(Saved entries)
===

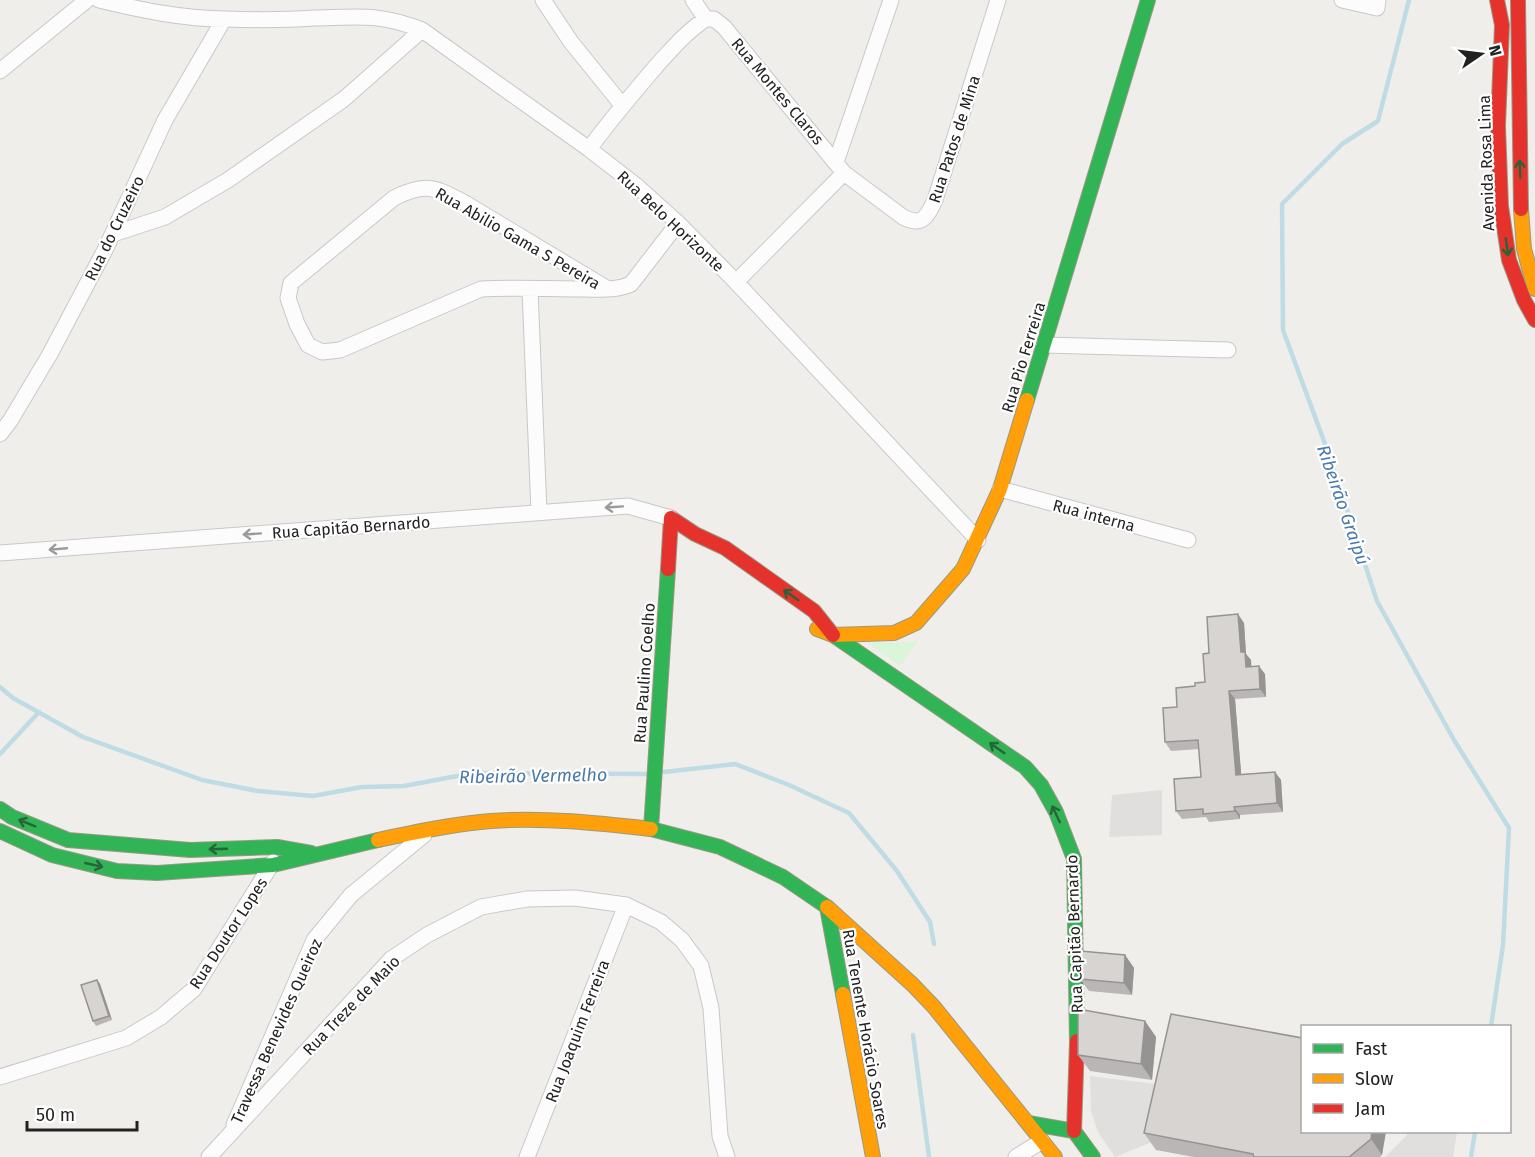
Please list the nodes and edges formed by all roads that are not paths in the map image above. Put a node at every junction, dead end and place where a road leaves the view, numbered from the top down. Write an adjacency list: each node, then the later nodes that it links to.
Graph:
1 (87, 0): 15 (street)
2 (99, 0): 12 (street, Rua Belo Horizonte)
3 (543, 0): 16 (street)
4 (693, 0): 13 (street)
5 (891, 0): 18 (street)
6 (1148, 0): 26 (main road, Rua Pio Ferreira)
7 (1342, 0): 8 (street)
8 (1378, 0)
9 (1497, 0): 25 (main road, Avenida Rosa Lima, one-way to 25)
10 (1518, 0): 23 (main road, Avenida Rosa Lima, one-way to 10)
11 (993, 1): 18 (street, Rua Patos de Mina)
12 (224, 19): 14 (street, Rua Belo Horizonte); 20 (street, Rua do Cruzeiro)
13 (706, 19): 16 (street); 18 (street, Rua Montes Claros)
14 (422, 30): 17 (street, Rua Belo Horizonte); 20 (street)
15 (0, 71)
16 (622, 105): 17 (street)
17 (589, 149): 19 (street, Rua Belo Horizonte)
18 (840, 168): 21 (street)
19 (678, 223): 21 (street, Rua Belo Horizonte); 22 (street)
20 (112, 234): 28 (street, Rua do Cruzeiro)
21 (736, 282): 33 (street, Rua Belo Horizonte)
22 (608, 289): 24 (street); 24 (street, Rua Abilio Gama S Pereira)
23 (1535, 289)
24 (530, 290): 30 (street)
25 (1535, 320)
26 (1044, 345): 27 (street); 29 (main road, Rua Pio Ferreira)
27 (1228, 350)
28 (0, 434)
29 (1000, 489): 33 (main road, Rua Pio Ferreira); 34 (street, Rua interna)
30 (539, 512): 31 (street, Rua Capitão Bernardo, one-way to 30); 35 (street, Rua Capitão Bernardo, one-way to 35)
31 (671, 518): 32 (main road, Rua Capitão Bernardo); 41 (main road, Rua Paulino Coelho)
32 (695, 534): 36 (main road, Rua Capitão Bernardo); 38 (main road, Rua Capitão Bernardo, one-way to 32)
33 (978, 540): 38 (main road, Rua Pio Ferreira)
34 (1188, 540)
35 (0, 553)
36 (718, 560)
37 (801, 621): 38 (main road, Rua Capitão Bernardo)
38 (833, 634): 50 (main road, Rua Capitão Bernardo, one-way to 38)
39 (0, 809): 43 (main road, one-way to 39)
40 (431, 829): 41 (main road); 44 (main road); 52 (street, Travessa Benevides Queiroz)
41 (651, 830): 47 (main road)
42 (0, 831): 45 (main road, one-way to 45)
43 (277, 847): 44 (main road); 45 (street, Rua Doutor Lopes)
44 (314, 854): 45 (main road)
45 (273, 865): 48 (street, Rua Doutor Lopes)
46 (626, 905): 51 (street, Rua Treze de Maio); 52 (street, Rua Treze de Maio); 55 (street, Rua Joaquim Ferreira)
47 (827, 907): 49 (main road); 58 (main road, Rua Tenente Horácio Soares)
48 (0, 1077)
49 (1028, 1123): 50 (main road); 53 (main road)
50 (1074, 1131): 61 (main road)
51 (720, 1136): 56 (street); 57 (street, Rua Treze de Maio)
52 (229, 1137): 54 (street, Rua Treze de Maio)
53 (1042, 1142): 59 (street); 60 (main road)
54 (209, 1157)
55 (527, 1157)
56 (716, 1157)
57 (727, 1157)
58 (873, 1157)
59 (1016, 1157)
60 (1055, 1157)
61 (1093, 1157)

===

**Task objective:**
In the entries above, how many lines contain the word "Avenida"? Provide the number alone.

**Response to the exercise:**
2